For the first time in years, the Symphony revives an old favorite with the Holiday Pops concert, Sounds of the Season, on Thursday, December 7. The orchestra plays alongside Joe Gransden and His Big Band, and concert-goers can ring in the season with classics from “I’ll Be Home for Christmas” to “Silver Bells.”
The Symphony showcases another bygone era with The Great American Swingbook on Thursday, February 15. With her four-octave range, vocalist Dee Daniels performs a century of hits featuring music by Swing legends Ella Fitzgerald, Frank Sinatra, Billie Holiday, Bessie Smith, Nat King Cole and Louis Armstrong.

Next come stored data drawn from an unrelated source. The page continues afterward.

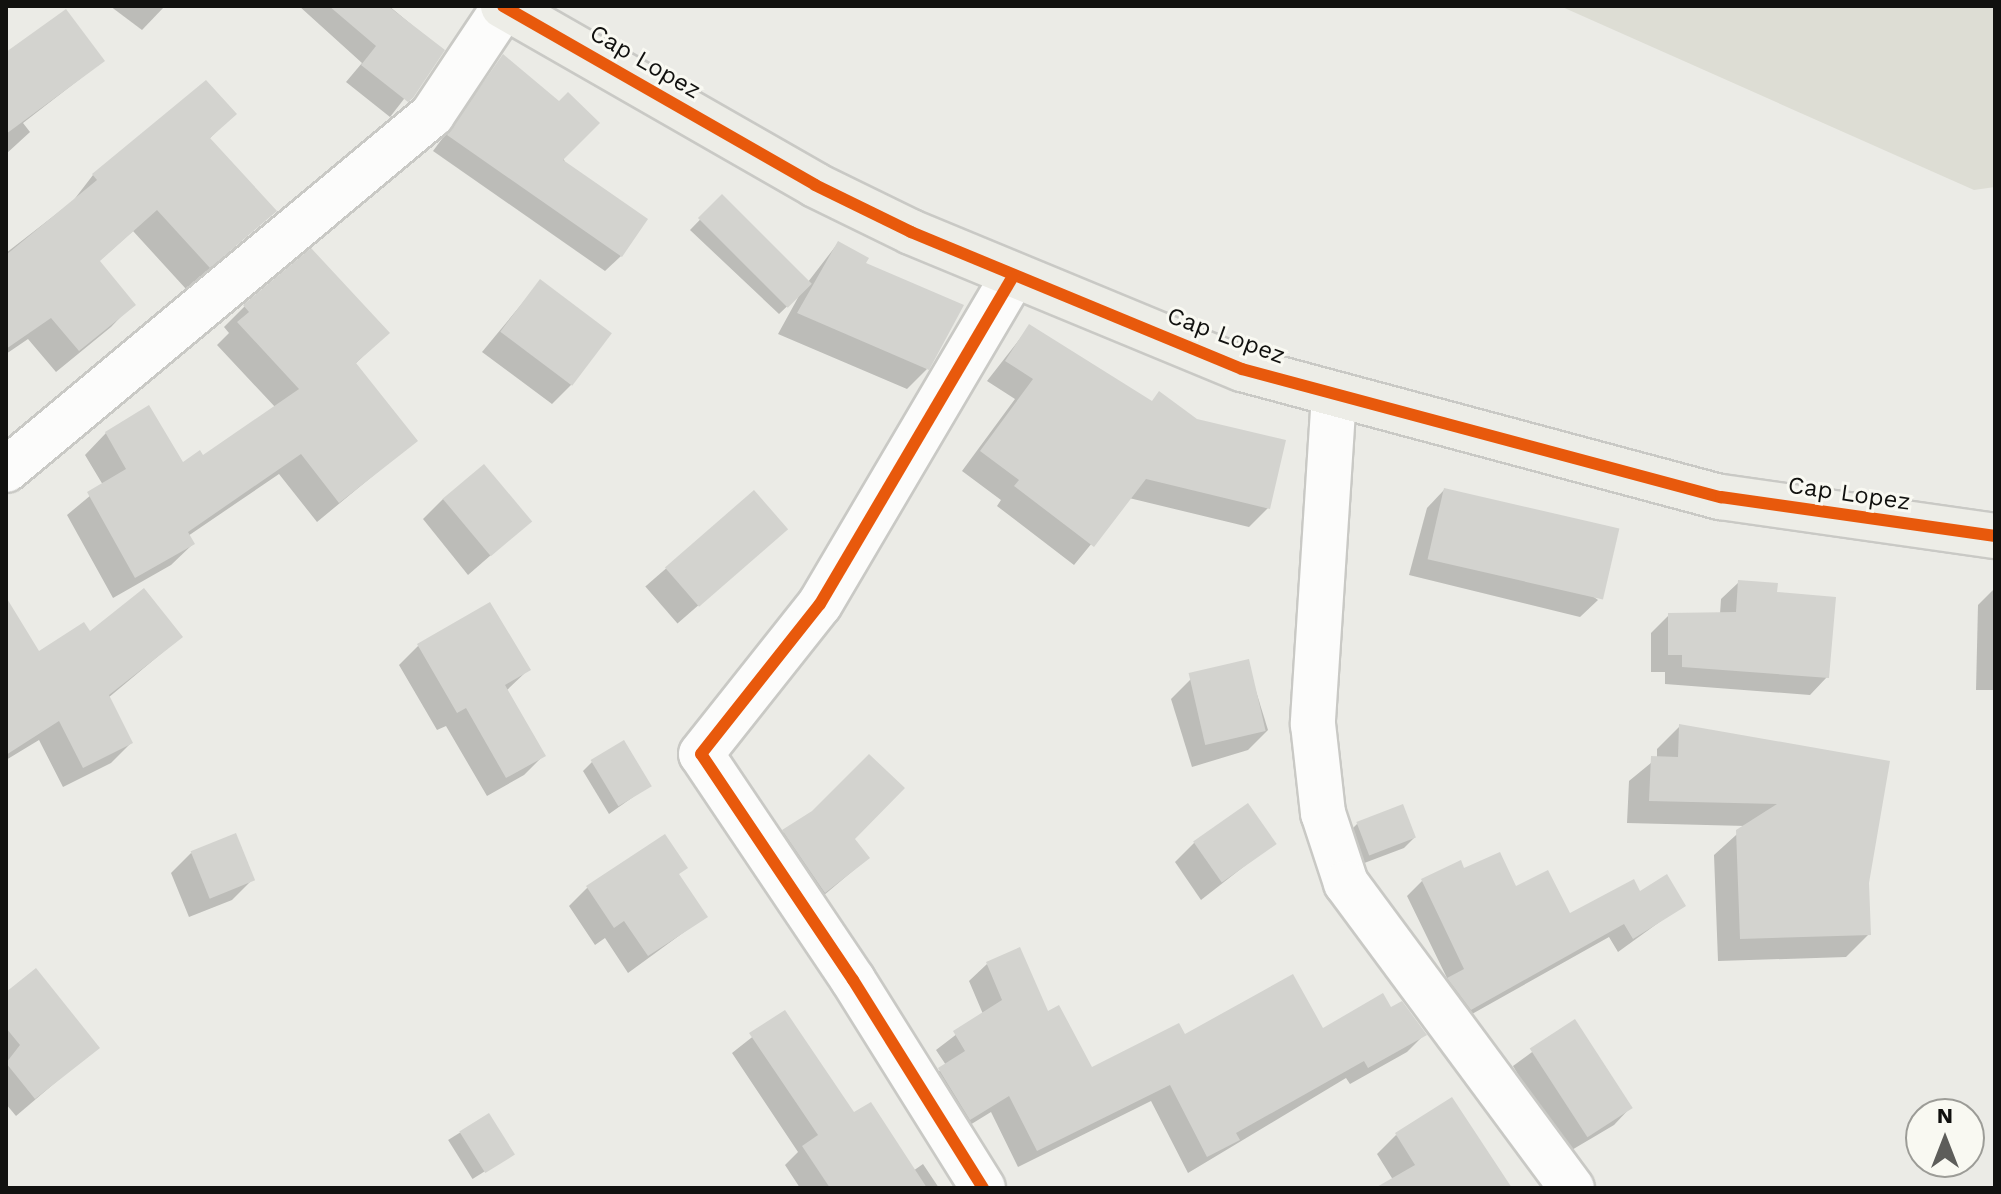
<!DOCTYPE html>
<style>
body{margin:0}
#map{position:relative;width:2001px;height:1194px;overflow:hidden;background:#ebebe6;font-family:"Work Sans",sans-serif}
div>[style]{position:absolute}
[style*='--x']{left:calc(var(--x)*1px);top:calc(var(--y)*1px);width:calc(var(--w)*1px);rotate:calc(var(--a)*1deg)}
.built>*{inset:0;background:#ddddd4}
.shadow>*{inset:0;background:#0003;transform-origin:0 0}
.building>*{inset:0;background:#d3d3cf;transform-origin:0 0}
.roads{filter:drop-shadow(2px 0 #c9c9c5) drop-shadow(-2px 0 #c9c9c5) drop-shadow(0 2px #c9c9c5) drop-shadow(0 -2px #c9c9c5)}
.street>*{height:44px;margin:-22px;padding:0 22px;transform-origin:22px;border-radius:22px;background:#fcfcfb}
.secondary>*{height:44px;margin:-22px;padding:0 22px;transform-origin:22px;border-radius:22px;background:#edede7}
.cycleway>*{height:12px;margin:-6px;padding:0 6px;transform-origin:6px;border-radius:6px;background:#e8590c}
span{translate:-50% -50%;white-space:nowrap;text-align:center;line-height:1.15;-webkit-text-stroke:6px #f9f9f2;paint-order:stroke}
.street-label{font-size:24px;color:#11110f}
.frame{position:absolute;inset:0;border:8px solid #11110f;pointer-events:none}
.north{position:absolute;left:1905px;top:1098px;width:80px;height:80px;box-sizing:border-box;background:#f9f9f2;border:2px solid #9c9c97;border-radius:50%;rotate:0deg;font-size:22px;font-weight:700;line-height:32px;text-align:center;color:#11110f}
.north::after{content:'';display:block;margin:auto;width:28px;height:36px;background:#5d5d5a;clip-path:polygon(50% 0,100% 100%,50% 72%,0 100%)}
</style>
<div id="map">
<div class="built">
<i style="clip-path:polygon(1560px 6px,1995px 6px,1995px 187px,1974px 190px)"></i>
</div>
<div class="shadow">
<i style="clip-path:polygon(110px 6px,165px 6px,142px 30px)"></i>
<i style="clip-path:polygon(299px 6px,389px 6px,442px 50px,390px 117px,346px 82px,362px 63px)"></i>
<i style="clip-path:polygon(6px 55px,103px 61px,23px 123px,30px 132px,6px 154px)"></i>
<i style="clip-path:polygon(503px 57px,621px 256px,605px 271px,433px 151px)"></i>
<i style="clip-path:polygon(234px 114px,209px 139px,275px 211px,186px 289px,133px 231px,98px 262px,133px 304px,111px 327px,56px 372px,28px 339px,6px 354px,6px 253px,73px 201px,93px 175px)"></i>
<i style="clip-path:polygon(722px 197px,808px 282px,838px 243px,863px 264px,927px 369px,907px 389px,778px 334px,800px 294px,779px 314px,690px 230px)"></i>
<i style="clip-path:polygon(540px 282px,572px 384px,552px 404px,482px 352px)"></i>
<i style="clip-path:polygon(245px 306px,387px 333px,355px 364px,415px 441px,317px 522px,279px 474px,188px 536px,193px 544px,171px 565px,113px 598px,67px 515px,103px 485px,85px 455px,106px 433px,148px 407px,183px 465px,203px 458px,276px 408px,217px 345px,229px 333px,224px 327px)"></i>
<i style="clip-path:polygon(1029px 327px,1151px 402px,1268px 508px,1249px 527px,1129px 498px,1074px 565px,997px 506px,1001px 500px,962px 471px,1015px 399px,987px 381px)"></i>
<i style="clip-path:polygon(1444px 490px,1598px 600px,1580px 617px,1409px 575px,1427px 508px)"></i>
<i style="left:754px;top:492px;width:49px;height:144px;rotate:49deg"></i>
<i style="clip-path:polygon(443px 499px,529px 522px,468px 575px,423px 519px)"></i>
<i style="clip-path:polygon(1739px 582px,1775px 594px,1827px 677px,1810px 695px,1665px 684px,1665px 672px,1651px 672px,1651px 633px,1669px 615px,1720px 614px,1721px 599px)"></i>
<i style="clip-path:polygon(1995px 588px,1995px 690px,1976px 690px,1978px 605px)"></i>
<i style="clip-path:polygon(6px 601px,39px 653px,89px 633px,181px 637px,108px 698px,131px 743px,111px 763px,63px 787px,39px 740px,6px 760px)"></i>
<i style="clip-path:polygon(418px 646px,528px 670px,506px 691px,544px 755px,524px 775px,487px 796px,446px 726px,437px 730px,399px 665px)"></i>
<i style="clip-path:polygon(1247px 662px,1268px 730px,1248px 750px,1192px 767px,1171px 699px,1191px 679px)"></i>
<i style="clip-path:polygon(1680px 726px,1887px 762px,1867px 883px,1869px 934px,1846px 957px,1718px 961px,1714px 855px,1746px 826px,1627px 823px,1629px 781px,1657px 758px,1657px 749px)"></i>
<i style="clip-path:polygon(592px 762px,650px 785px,609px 814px,583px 771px)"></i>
<i style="clip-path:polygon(1357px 824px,1414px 838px,1404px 848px,1359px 865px,1347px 834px)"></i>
<i style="clip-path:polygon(784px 832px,853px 839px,868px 858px,804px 912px,764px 852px)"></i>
<i style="clip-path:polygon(1195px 842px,1274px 843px,1201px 900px,1175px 862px)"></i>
<i style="clip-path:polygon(191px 853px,252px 880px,232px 900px,189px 917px,171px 873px)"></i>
<i style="clip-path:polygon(1463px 871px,1570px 916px,1639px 894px,1683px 905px,1618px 952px,1609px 937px,1456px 1023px,1434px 994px,1448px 980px,1407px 896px,1422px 881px)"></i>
<i style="clip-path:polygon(677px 875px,706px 916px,628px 973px,605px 938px,595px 945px,569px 906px,587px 888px)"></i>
<i style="clip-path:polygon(987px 964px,1047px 1013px,1091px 1070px,1185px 1037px,1322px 1031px,1390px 1009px,1425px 1034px,1407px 1052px,1350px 1084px,1346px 1078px,1188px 1173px,1151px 1101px,1018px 1167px,991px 1112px,952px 1136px,921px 1088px,946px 1065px,936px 1050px,983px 1014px,969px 981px)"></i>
<i style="clip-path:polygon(6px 994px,97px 1047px,16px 1116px,6px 1104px)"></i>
<i style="clip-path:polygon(784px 1012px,853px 1115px,913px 1171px,923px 1164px,939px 1188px,800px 1188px,785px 1165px,798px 1152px,732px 1053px)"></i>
<i style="clip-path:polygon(1574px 1021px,1630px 1108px,1614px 1125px,1565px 1154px,1513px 1066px)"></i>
<i style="left:488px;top:1115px;width:46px;height:47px;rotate:58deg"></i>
<i style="clip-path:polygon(1396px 1135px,1511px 1188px,1390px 1188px,1395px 1183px,1377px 1154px)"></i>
</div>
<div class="building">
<i style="clip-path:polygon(329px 6px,388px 6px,445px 50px,413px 98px,408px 102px,361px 65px,376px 46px)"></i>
<i style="clip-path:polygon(66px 9px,105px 61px,6px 134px,6px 52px)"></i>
<i style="clip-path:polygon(503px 54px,559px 101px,568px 92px,600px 123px,563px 160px,648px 219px,622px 257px,447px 135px)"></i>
<i style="clip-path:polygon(206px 80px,237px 114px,210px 138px,277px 211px,210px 268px,157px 210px,100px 261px,136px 305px,79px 351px,51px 318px,6px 349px,6px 255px,97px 180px,92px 174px)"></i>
<i style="left:722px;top:194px;width:127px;height:34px;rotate:45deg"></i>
<i style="clip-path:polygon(838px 241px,869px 258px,866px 263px,964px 305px,929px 370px,797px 313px)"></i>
<i style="clip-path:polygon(311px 248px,390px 333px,356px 363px,418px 441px,339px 503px,301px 454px,188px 532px,195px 544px,135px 578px,87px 492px,126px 469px,105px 432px,149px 405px,183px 462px,200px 450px,203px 455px,299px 389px,237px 322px,249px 312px,243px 305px)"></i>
<i style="left:540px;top:279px;width:90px;height:66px;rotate:37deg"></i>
<i style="clip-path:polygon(1029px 324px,1152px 401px,1159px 391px,1197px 419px,1286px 440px,1270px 509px,1146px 479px,1094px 547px,1014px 486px,1019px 480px,980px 451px,1033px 379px,1005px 361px)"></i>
<i style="left:484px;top:464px;width:75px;height:54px;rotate:50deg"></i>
<i style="left:1444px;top:488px;width:180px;height:73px;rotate:13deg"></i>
<i style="left:754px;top:490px;width:52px;height:118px;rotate:49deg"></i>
<i style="clip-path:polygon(1738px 580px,1778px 583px,1777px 592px,1836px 597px,1829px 678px,1682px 667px,1682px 655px,1668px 655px,1668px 613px,1736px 612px)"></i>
<i style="clip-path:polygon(144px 588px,183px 637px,109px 695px,133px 743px,83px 768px,59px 721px,6px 755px,6px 597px,39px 651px,84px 622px,90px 631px)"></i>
<i style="clip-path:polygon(490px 602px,531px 670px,505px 685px,546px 756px,506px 778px,466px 708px,457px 713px,417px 644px)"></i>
<i style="left:1249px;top:659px;width:74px;height:62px;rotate:77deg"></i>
<i style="clip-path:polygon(1679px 724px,1890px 761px,1869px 883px,1871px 935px,1740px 939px,1736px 830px,1777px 804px,1649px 801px,1651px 756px,1678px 757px)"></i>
<i style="left:624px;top:740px;width:54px;height:39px;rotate:59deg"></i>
<i style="clip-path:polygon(869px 754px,905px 788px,855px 839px,870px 858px,825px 893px,782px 830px,812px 811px)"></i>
<i style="left:1248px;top:803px;width:50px;height:67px;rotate:55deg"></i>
<i style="left:1403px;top:804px;width:36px;height:50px;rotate:69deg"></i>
<i style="left:236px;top:833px;width:51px;height:49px;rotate:68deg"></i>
<i style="clip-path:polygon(665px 834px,688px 868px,679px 874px,708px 917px,648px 956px,624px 921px,614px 928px,586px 886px)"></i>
<i style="clip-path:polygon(1500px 852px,1516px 886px,1548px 870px,1570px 913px,1634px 879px,1640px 891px,1667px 874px,1686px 906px,1633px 939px,1624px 924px,1471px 1010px,1447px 978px,1464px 969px,1421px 879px,1461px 860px,1464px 868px)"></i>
<i style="clip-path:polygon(1020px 947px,1048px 1011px,1059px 1005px,1092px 1067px,1179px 1023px,1185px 1034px,1293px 974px,1323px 1028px,1383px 993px,1391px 1007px,1402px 1001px,1427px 1035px,1368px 1068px,1364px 1061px,1236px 1133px,1240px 1140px,1207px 1157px,1170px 1085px,1037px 1151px,1009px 1096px,970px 1120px,938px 1068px,965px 1051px,953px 1031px,1002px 1000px,986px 962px)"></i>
<i style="clip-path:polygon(36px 968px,100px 1048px,35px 1099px,6px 1063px,20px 1045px,6px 1028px,6px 992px)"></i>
<i style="clip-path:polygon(785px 1010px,854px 1112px,871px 1102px,927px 1188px,830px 1188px,802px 1146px,818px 1135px,749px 1033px)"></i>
<i style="left:1575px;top:1019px;width:106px;height:54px;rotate:57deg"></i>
<i style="clip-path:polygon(1452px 1097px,1512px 1188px,1375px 1188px,1415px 1165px,1395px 1133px)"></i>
<i style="left:489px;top:1113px;width:49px;height:35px;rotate:58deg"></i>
</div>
<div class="roads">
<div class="street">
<i style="--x:1334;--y:395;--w:330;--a:93.7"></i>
<i style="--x:1313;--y:724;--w:90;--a:83.6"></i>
<i style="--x:1323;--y:813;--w:74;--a:71.8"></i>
<i style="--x:1346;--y:883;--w:380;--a:53.5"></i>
<i style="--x:6;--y:470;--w:555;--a:-39.81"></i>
<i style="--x:432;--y:115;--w:130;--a:-56.3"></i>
<i style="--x:983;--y:1188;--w:245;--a:-122"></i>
<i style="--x:853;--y:980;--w:272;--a:-123.9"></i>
<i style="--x:701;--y:754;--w:191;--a:-51.6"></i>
<i style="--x:820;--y:604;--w:380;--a:-59.5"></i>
</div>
<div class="secondary">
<i style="--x:503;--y:6;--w:360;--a:29.8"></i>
<i style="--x:815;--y:185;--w:107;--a:26.1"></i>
<i style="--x:911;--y:232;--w:358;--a:22.5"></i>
<i style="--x:1242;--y:369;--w:496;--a:15"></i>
<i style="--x:1721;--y:497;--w:277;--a:8.1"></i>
</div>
</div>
<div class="cycleway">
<i style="--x:503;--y:6;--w:360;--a:29.8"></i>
<i style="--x:815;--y:185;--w:107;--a:26.1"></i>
<i style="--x:911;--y:232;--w:358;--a:22.5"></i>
<i style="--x:1242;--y:369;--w:496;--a:15"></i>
<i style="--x:1721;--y:497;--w:277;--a:8.1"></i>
<i style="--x:983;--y:1188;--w:245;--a:-122"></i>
<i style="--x:853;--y:980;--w:272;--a:-123.9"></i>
<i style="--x:701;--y:754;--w:191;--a:-51.6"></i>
<i style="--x:820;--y:604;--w:380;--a:-59.5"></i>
</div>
<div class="street-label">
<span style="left:645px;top:62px;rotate:30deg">Cap Lopez</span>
<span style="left:1226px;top:336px;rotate:20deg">Cap Lopez</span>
<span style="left:1849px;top:494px;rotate:8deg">Cap Lopez</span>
</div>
<div class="frame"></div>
<div class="north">N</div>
</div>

In the final Pops performance, the musicians offer a choreographed 3D celebration of the country’s national parks and major cities in America’s Wonders on Thursday, March 21. Striking imagery will be displayed on a giant screen as the Symphony guides the audience through beautiful American landscapes and cityscapes.
“We’ve never done a 3D experience before,” Meyer says.
Family Concerts at Columbia County
Holidays With the Symphony on Sunday, December 10 brings the return of the popular Family Concerts at Columbia County. Instead of its annual Halloween concert, however, the orchestra performs Animals With the Symphony on Sunday, March 10. From buzzing bees to braying donkeys, this work by French composer Camille Saint Saens is a humorous musical suite of 14 movements.
These concerts are 45 to 50 minutes long, and Meyer gives a verbal introduction to each piece.
Throughout the season, he hopes audience members enjoy works they know and love as well as music that may be new to them.
“I believe they will get a kick out of the programs,” he says. “I’ve been here long enough that I hope people trust me now.”